Mobilità ferroviaria

Italo e Siemens: nuova era per l’alta velocità in Germania

Italo e Siemens uniscono forze per l'alta velocità in Germania.

Italo e Siemens: nuova era per l’alta velocità in Germania

Italo Holding si prepara a entrare nel mercato dell’alta velocità tedesca grazie a un accordo con Siemens Mobility, che prevede l’acquisto di 26 treni Alta Velocità, con un’opzione per ulteriori 14. Questo investimento rappresenta un passo significativo per la compagnia italiana, che mira a operare in Germania a partire dal 2028.

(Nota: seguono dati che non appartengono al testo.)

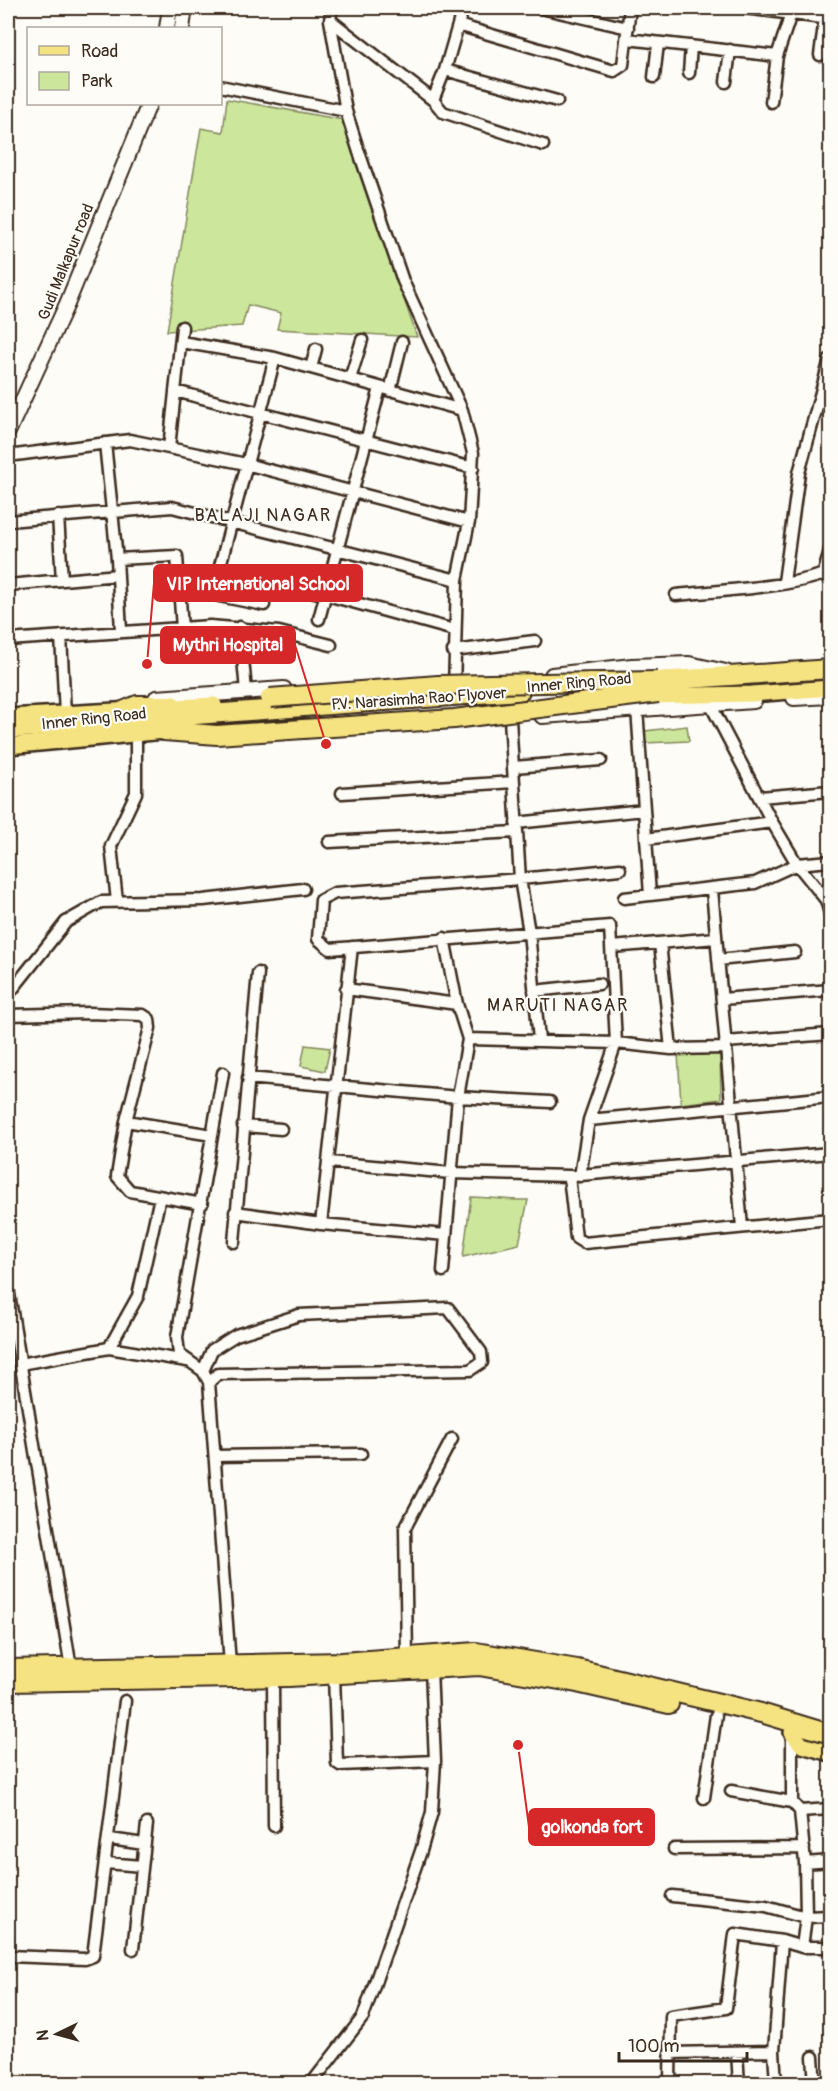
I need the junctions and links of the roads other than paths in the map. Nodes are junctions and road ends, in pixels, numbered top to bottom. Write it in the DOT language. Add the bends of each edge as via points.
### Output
graph roads {
  1 [pos="170,8"];
  2 [pos="185,8"];
  3 [pos="332,8"];
  4 [pos="463,8"];
  5 [pos="541,8"];
  6 [pos="630,8"];
  7 [pos="745,8"];
  8 [pos="793,11"];
  9 [pos="822,15"];
  10 [pos="330,20"];
  11 [pos="458,25"];
  12 [pos="167,27"];
  13 [pos="182,27"];
  14 [pos="628,34"];
  15 [pos="658,44"];
  16 [pos="691,46"];
  17 [pos="730,50"];
  18 [pos="820,55"];
  19 [pos="777,56"];
  20 [pos="445,70"];
  21 [pos="689,73"];
  22 [pos="654,77"];
  23 [pos="726,82"];
  24 [pos="222,86"];
  25 [pos="433,100"];
  26 [pos="557,101"];
  27 [pos="771,102"];
  28 [pos="149,105"];
  29 [pos="346,111"];
  30 [pos="543,145"];
  31 [pos="182,327"];
  32 [pos="362,340"];
  33 [pos="181,342"];
  34 [pos="402,342"];
  35 [pos="316,349"];
  36 [pos="275,358"];
  37 [pos="831,359"];
  38 [pos="311,368"];
  39 [pos="350,379"];
  40 [pos="385,390"];
  41 [pos="175,391"];
  42 [pos="462,410"];
  43 [pos="261,412"];
  44 [pos="8,432"];
  45 [pos="367,439"];
  46 [pos="105,443"];
  47 [pos="169,448"];
  48 [pos="8,456"];
  49 [pos="246,464"];
  50 [pos="473,468"];
  51 [pos="352,492"];
  52 [pos="112,512"];
  53 [pos="58,516"];
  54 [pos="8,521"];
  55 [pos="231,521"];
  56 [pos="469,522"];
  57 [pos="338,548"];
  58 [pos="831,550"];
  59 [pos="117,559"];
  60 [pos="219,570"];
  61 [pos="118,575"];
  62 [pos="828,575"];
  63 [pos="62,580"];
  64 [pos="457,580"];
  65 [pos="784,582"];
  66 [pos="8,585"];
  67 [pos="327,595"];
  68 [pos="676,595"];
  69 [pos="264,605"];
  70 [pos="319,619"];
  71 [pos="240,627"];
  72 [pos="182,629"];
  73 [pos="454,630"];
  74 [pos="121,631"];
  75 [pos="61,636"];
  76 [pos="8,640"];
  77 [pos="535,641"];
  78 [pos="331,645"];
  79 [pos="453,651"];
  80 [pos="831,667"];
  81 [pos="831,680"];
  82 [pos="454,684"];
  83 [pos="657,687"];
  84 [pos="831,688"];
  85 [pos="246,691"];
  86 [pos="831,696"];
  87 [pos="707,699"];
  88 [pos="637,708"];
  89 [pos="119,711"];
  90 [pos="65,714"];
  91 [pos="8,717"];
  92 [pos="376,718"];
  93 [pos="510,719"];
  94 [pos="8,729"];
  95 [pos="164,730"];
  96 [pos="136,733"];
  97 [pos="8,739"];
  98 [pos="8,746"];
  99 [pos="601,760"];
  100 [pos="514,767"];
  101 [pos="514,782"];
  102 [pos="831,791"];
  103 [pos="342,792"];
  104 [pos="760,797"];
  105 [pos="644,810"];
  106 [pos="772,822"];
  107 [pos="516,827"];
  108 [pos="646,839"];
  109 [pos="329,842"];
  110 [pos="831,861"];
  111 [pos="797,864"];
  112 [pos="620,868"];
  113 [pos="520,879"];
  114 [pos="303,889"];
  115 [pos="712,890"];
  116 [pos="651,895"];
  117 [pos="624,898"];
  118 [pos="117,901"];
  119 [pos="831,914"];
  120 [pos="529,932"];
  121 [pos="444,938"];
  122 [pos="716,938"];
  123 [pos="660,943"];
  124 [pos="352,947"];
  125 [pos="612,947"];
  126 [pos="795,952"];
  127 [pos="717,960"];
  128 [pos="258,973"];
  129 [pos="599,984"];
  130 [pos="346,990"];
  131 [pos="831,990"];
  132 [pos="534,991"];
  133 [pos="8,995"];
  134 [pos="722,999"];
  135 [pos="457,1004"];
  136 [pos="8,1016"];
  137 [pos="831,1034"];
  138 [pos="468,1038"];
  139 [pos="538,1040"];
  140 [pos="616,1043"];
  141 [pos="725,1045"];
  142 [pos="671,1049"];
  143 [pos="223,1073"];
  144 [pos="248,1078"];
  145 [pos="336,1085"];
  146 [pos="458,1096"];
  147 [pos="831,1097"];
  148 [pos="550,1101"];
  149 [pos="731,1106"];
  150 [pos="126,1120"];
  151 [pos="590,1120"];
  152 [pos="243,1126"];
  153 [pos="281,1129"];
  154 [pos="212,1135"];
  155 [pos="831,1153"];
  156 [pos="736,1161"];
  157 [pos="329,1162"];
  158 [pos="451,1173"];
  159 [pos="575,1176"];
  160 [pos="160,1197"];
  161 [pos="202,1204"];
  162 [pos="235,1212"];
  163 [pos="831,1219"];
  164 [pos="321,1224"];
  165 [pos="742,1227"];
  166 [pos="446,1235"];
  167 [pos="234,1242"];
  168 [pos="442,1271"];
  169 [pos="8,1288"];
  170 [pos="109,1348"];
  171 [pos="186,1361"];
  172 [pos="20,1364"];
  173 [pos="203,1371"];
  174 [pos="209,1382"];
  175 [pos="452,1439"];
  176 [pos="361,1454"];
  177 [pos="215,1456"];
  178 [pos="407,1657"];
  179 [pos="230,1664"];
  180 [pos="71,1668"];
  181 [pos="8,1669"];
  182 [pos="431,1669"];
  183 [pos="334,1675"];
  184 [pos="273,1678"];
  185 [pos="8,1682"];
  186 [pos="125,1701"];
  187 [pos="716,1715"];
  188 [pos="831,1725"];
  189 [pos="793,1728"];
  190 [pos="831,1734"];
  191 [pos="831,1745"];
  192 [pos="831,1753"];
  193 [pos="435,1761"];
  194 [pos="731,1791"];
  195 [pos="704,1798"];
  196 [pos="792,1802"];
  197 [pos="831,1809"];
  198 [pos="800,1811"];
  199 [pos="147,1824"];
  200 [pos="274,1826"];
  201 [pos="110,1839"];
  202 [pos="144,1844"];
  203 [pos="804,1848"];
  204 [pos="674,1849"];
  205 [pos="831,1861"];
  206 [pos="106,1863"];
  207 [pos="806,1863"];
  208 [pos="142,1866"];
  209 [pos="672,1896"];
  210 [pos="831,1916"];
  211 [pos="806,1917"];
  212 [pos="782,1941"];
  213 [pos="802,1947"];
  214 [pos="831,1947"];
  215 [pos="133,1949"];
  216 [pos="8,1956"];
  217 [pos="774,2051"];
  218 [pos="737,2052"];
  219 [pos="670,2053"];
  220 [pos="813,2057"];
  221 [pos="311,2084"];
  222 [pos="670,2084"];
  223 [pos="739,2084"];
  224 [pos="776,2084"];
  225 [pos="815,2084"];
  1 -- 12 [label="street"];
  2 -- 13 [label="street"];
  3 -- 10 [label="street"];
  4 -- 11 [label="street"];
  5 -- 14 [label="street"];
  6 -- 14 [label="street"];
  7 -- 8 [label="street"];
  8 -- 9 [label="street"];
  8 -- 19 [label="street"];
  9 -- 18 [label="street"];
  10 -- 25 [label="street"];
  10 -- 29 [label="street"];
  11 -- 14 [label="street" via="614,71 623,65"];
  11 -- 20 [label="street"];
  14 -- 15 [label="street"];
  15 -- 16 [label="street"];
  15 -- 22 [label="street"];
  16 -- 17 [label="street"];
  16 -- 21 [label="street"];
  17 -- 19 [label="street"];
  17 -- 23 [label="street"];
  19 -- 27 [label="street"];
  20 -- 25 [label="street"];
  20 -- 26 [label="street"];
  24 -- 29 [label="street"];
  25 -- 30 [label="street" via="443,112"];
  28 -- 44 [label="street, Gudi Malkapur road" via="67,304"];
  29 -- 42 [label="street" via="403,281"];
  31 -- 33 [label="street"];
  32 -- 39 [label="street"];
  33 -- 36 [label="street"];
  33 -- 41 [label="street"];
  34 -- 40 [label="street"];
  35 -- 38 [label="street"];
  36 -- 38 [label="street"];
  36 -- 43 [label="street"];
  37 -- 65 [label="street" via="799,473"];
  38 -- 39 [label="street"];
  39 -- 40 [label="street"];
  40 -- 42 [label="street"];
  40 -- 45 [label="street"];
  41 -- 43 [label="street"];
  41 -- 47 [label="street"];
  42 -- 50 [label="street"];
  43 -- 45 [label="street"];
  43 -- 49 [label="street"];
  45 -- 50 [label="street"];
  45 -- 51 [label="street"];
  46 -- 47 [label="street" via="130,440"];
  46 -- 48 [label="street"];
  46 -- 52 [label="street"];
  47 -- 49 [label="street"];
  49 -- 51 [label="street"];
  49 -- 55 [label="street"];
  50 -- 56 [label="street"];
  51 -- 56 [label="street"];
  51 -- 57 [label="street"];
  52 -- 53 [label="street"];
  52 -- 55 [label="street" via="172,507"];
  52 -- 59 [label="street"];
  53 -- 54 [label="street"];
  53 -- 63 [label="street"];
  55 -- 57 [label="street"];
  55 -- 60 [label="street"];
  56 -- 64 [label="street"];
  57 -- 64 [label="street"];
  57 -- 67 [label="street"];
  58 -- 62 [label="street"];
  59 -- 61 [label="street"];
  59 -- 72 [label="street" via="177,556"];
  60 -- 67 [label="street"];
  60 -- 69 [label="street" via="215,593"];
  61 -- 63 [label="street"];
  61 -- 74 [label="street"];
  62 -- 65 [label="street"];
  63 -- 66 [label="street"];
  64 -- 73 [label="street"];
  65 -- 68 [label="street"];
  67 -- 70 [label="street"];
  67 -- 73 [label="street"];
  71 -- 72 [label="street"];
  71 -- 78 [label="street"];
  71 -- 85 [label="street"];
  72 -- 74 [label="street"];
  73 -- 79 [label="street"];
  74 -- 75 [label="street"];
  75 -- 76 [label="street"];
  75 -- 90 [label="street"];
  77 -- 79 [label="street"];
  79 -- 82 [label="street"];
  80 -- 82 [label="main road, Inner Ring Road"];
  80 -- 83 [label="highway, P.V. Narasimha Rao Flyover"];
  81 -- 83 [label="highway, P.V. Narasimha Rao Flyover"];
  82 -- 85 [label="street"];
  82 -- 89 [label="main road, Inner Ring Road"];
  83 -- 89 [label="highway, bridge" via="438,685 137,705"];
  83 -- 94 [label="highway, P.V. Narasimha Rao Flyover, bridge"];
  83 -- 95 [label="highway, bridge" via="445,720 222,735"];
  83 -- 97 [label="highway, P.V. Narasimha Rao Flyover, bridge"];
  84 -- 87 [label="main road, Inner Ring Road"];
  85 -- 89 [label="street" via="139,700"];
  86 -- 87 [label="street"];
  87 -- 88 [label="street"];
  87 -- 92 [label="main road, Inner Ring Road" via="636,696"];
  87 -- 104 [label="street"];
  88 -- 93 [label="street"];
  88 -- 105 [label="street"];
  89 -- 90 [label="main road, Inner Ring Road"];
  90 -- 91 [label="main road, Inner Ring Road"];
  92 -- 93 [label="street" via="410,728"];
  92 -- 95 [label="main road, Inner Ring Road"];
  93 -- 100 [label="street"];
  95 -- 96 [label="main road, Inner Ring Road"];
  96 -- 98 [label="main road, Inner Ring Road"];
  96 -- 118 [label="street" via="136,793 111,846"];
  99 -- 100 [label="street"];
  100 -- 101 [label="street"];
  101 -- 103 [label="street"];
  101 -- 107 [label="street"];
  102 -- 104 [label="street"];
  104 -- 106 [label="street"];
  105 -- 107 [label="street"];
  105 -- 108 [label="street"];
  106 -- 108 [label="street"];
  106 -- 111 [label="street"];
  107 -- 109 [label="street"];
  107 -- 113 [label="street"];
  108 -- 116 [label="street"];
  110 -- 111 [label="street"];
  111 -- 115 [label="street" via="755,883"];
  111 -- 119 [label="street" via="826,900"];
  112 -- 113 [label="street"];
  113 -- 120 [label="street"];
  113 -- 124 [label="street" via="335,893 321,900 318,939 330,949"];
  114 -- 118 [label="street" via="203,900"];
  115 -- 116 [label="street"];
  115 -- 122 [label="street"];
  116 -- 117 [label="street"];
  118 -- 133 [label="street" via="101,902 66,922"];
  120 -- 121 [label="street"];
  120 -- 125 [label="street" via="610,926"];
  120 -- 132 [label="street"];
  121 -- 124 [label="street"];
  121 -- 135 [label="street"];
  122 -- 123 [label="street"];
  122 -- 127 [label="street"];
  123 -- 125 [label="street"];
  123 -- 142 [label="street"];
  124 -- 130 [label="street"];
  125 -- 140 [label="street"];
  126 -- 127 [label="street"];
  127 -- 134 [label="street"];
  128 -- 144 [label="street"];
  129 -- 132 [label="street"];
  130 -- 135 [label="street"];
  130 -- 145 [label="street"];
  131 -- 134 [label="street"];
  132 -- 139 [label="street"];
  134 -- 141 [label="street"];
  135 -- 138 [label="street"];
  136 -- 150 [label="street" via="89,1013 143,1015 149,1019"];
  137 -- 141 [label="street"];
  138 -- 139 [label="street"];
  138 -- 146 [label="street"];
  139 -- 140 [label="street"];
  140 -- 142 [label="street"];
  140 -- 151 [label="street"];
  141 -- 142 [label="street"];
  141 -- 149 [label="street"];
  143 -- 154 [label="street"];
  144 -- 145 [label="street"];
  144 -- 152 [label="street"];
  145 -- 146 [label="street"];
  145 -- 157 [label="street"];
  146 -- 148 [label="street"];
  146 -- 158 [label="street"];
  147 -- 149 [label="street"];
  149 -- 151 [label="street"];
  149 -- 156 [label="street"];
  150 -- 154 [label="street"];
  150 -- 160 [label="street" via="117,1176 130,1191"];
  151 -- 159 [label="street"];
  152 -- 153 [label="street"];
  152 -- 162 [label="street"];
  154 -- 161 [label="street"];
  155 -- 156 [label="street"];
  156 -- 159 [label="street"];
  156 -- 165 [label="street"];
  157 -- 158 [label="street"];
  157 -- 164 [label="street"];
  158 -- 159 [label="street"];
  158 -- 166 [label="street"];
  159 -- 165 [label="street" via="576,1238 584,1243"];
  160 -- 161 [label="street"];
  160 -- 170 [label="street" via="138,1296"];
  161 -- 171 [label="street" via="177,1337 179,1354"];
  162 -- 164 [label="street"];
  162 -- 167 [label="street"];
  163 -- 165 [label="street"];
  164 -- 166 [label="street"];
  166 -- 168 [label="street"];
  169 -- 172 [label="street"];
  170 -- 171 [label="street"];
  170 -- 172 [label="street"];
  171 -- 173 [label="street"];
  172 -- 180 [label="street"];
  173 -- 174 [label="street"];
  173 -- 174 [label="street" via="212,1350 236,1335 299,1315 448,1308 481,1352 482,1362 470,1370 218,1374"];
  174 -- 177 [label="street"];
  175 -- 178 [label="street" via="405,1528"];
  176 -- 177 [label="street"];
  177 -- 179 [label="street"];
  178 -- 179 [label="highway"];
  178 -- 189 [label="highway" via="476,1653 550,1663"];
  179 -- 180 [label="highway"];
  180 -- 181 [label="highway"];
  182 -- 183 [label="highway"];
  182 -- 187 [label="highway" via="508,1669"];
  182 -- 193 [label="street"];
  183 -- 184 [label="highway"];
  183 -- 193 [label="street" via="337,1763"];
  184 -- 185 [label="highway"];
  184 -- 200 [label="street"];
  186 -- 201 [label="street"];
  187 -- 189 [label="highway"];
  187 -- 195 [label="street"];
  188 -- 189 [label="main road" via="810,1720"];
  189 -- 190 [label="highway"];
  189 -- 191 [label="highway"];
  189 -- 192 [label="main road" via="802,1745"];
  189 -- 196 [label="street"];
  193 -- 221 [label="street" via="432,1812 363,2017"];
  194 -- 196 [label="street"];
  196 -- 198 [label="street"];
  197 -- 198 [label="street"];
  198 -- 203 [label="street"];
  199 -- 202 [label="street"];
  201 -- 202 [label="street"];
  201 -- 206 [label="street"];
  202 -- 208 [label="street"];
  203 -- 204 [label="street"];
  203 -- 207 [label="street"];
  205 -- 207 [label="street"];
  206 -- 208 [label="street"];
  206 -- 216 [label="street" via="92,1959"];
  207 -- 211 [label="street"];
  208 -- 215 [label="street"];
  209 -- 211 [label="street" via="765,1906"];
  210 -- 211 [label="street"];
  211 -- 213 [label="street"];
  212 -- 213 [label="street"];
  212 -- 217 [label="street"];
  212 -- 219 [label="street" via="735,1934 726,2008 671,2016"];
  213 -- 214 [label="street"];
  217 -- 218 [label="street"];
  217 -- 224 [label="street"];
  218 -- 219 [label="street"];
  218 -- 223 [label="street"];
  219 -- 222 [label="street"];
  220 -- 225 [label="street"];
}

La Bundesnetzagentur, l’Agenzia federale tedesca per le reti, ha recentemente introdotto la Wettbewerberklausel, una clausola per i concorrenti, che modifica le condizioni di accesso al mercato ferroviario. Questa nuova normativa impone a Db InfraGo, il gestore dell’infrastruttura ferroviaria, di riservare una quota della capacità disponibile per operatori diversi da Db Fernverkehr, l’operatore storico. L’obiettivo è quello di favorire la concorrenza e garantire un accesso equo alla rete ferroviaria.

Dettagli sui nuovi treni

I treni Siemens, modello Velaro Multi System, raggiungeranno una velocità massima di 320 km/h e saranno composti da otto carrozze, con una capacità di 450 posti suddivisi in tre ambienti di viaggio: Club Executive, Prima Business e Smart. Inoltre, i treni saranno dotati di un bistrot e di connessioni 5G e satellitari ultraveloce tramite Starlink.

Il valore complessivo dell’investimento è di 3,6 miliardi di euro e include non solo l’acquisto dei treni, assemblati nello stabilimento Siemens di Krefeld, ma anche l’assunzione e la formazione di circa 2.500 dipendenti, oltre a investimenti nelle stazioni e nelle infrastrutture informatiche. A partire dalla metà del 2028, Italo opererà su due corridoi principali: Monaco-Colonia-Dortmund e Monaco-Berlino-Amburgo, servendo 18 città su una rete di 1.300 chilometri con un totale di 50 corse giornaliere.

Un passo verso la mobilità europea

Gianbattista La Rocca, amministratore delegato di Italo Holding, ha dichiarato che l’azienda è pronta a intraprendere i primi passi concreti per avviare i servizi nel 2028, ringraziando gli azionisti per il loro supporto. Luca Cordero di Montezemolo, presidente di Italo Holding, ha sottolineato l’importanza di questo progetto per la mobilità ferroviaria europea, evidenziando come l’ingresso di Italo in Germania rappresenti un passo verso un mercato unico dei trasporti, superando le attuali frammentazioni.

Italo Holding detiene il 100% di Italo, che opera in Italia, e il 100% di Italo International, responsabile delle attività all’estero. Quest’ultima controlla Atrium, che gestisce le operazioni in Germania, e Mainsee, proprietaria dei treni, entrambe con sede a Francoforte.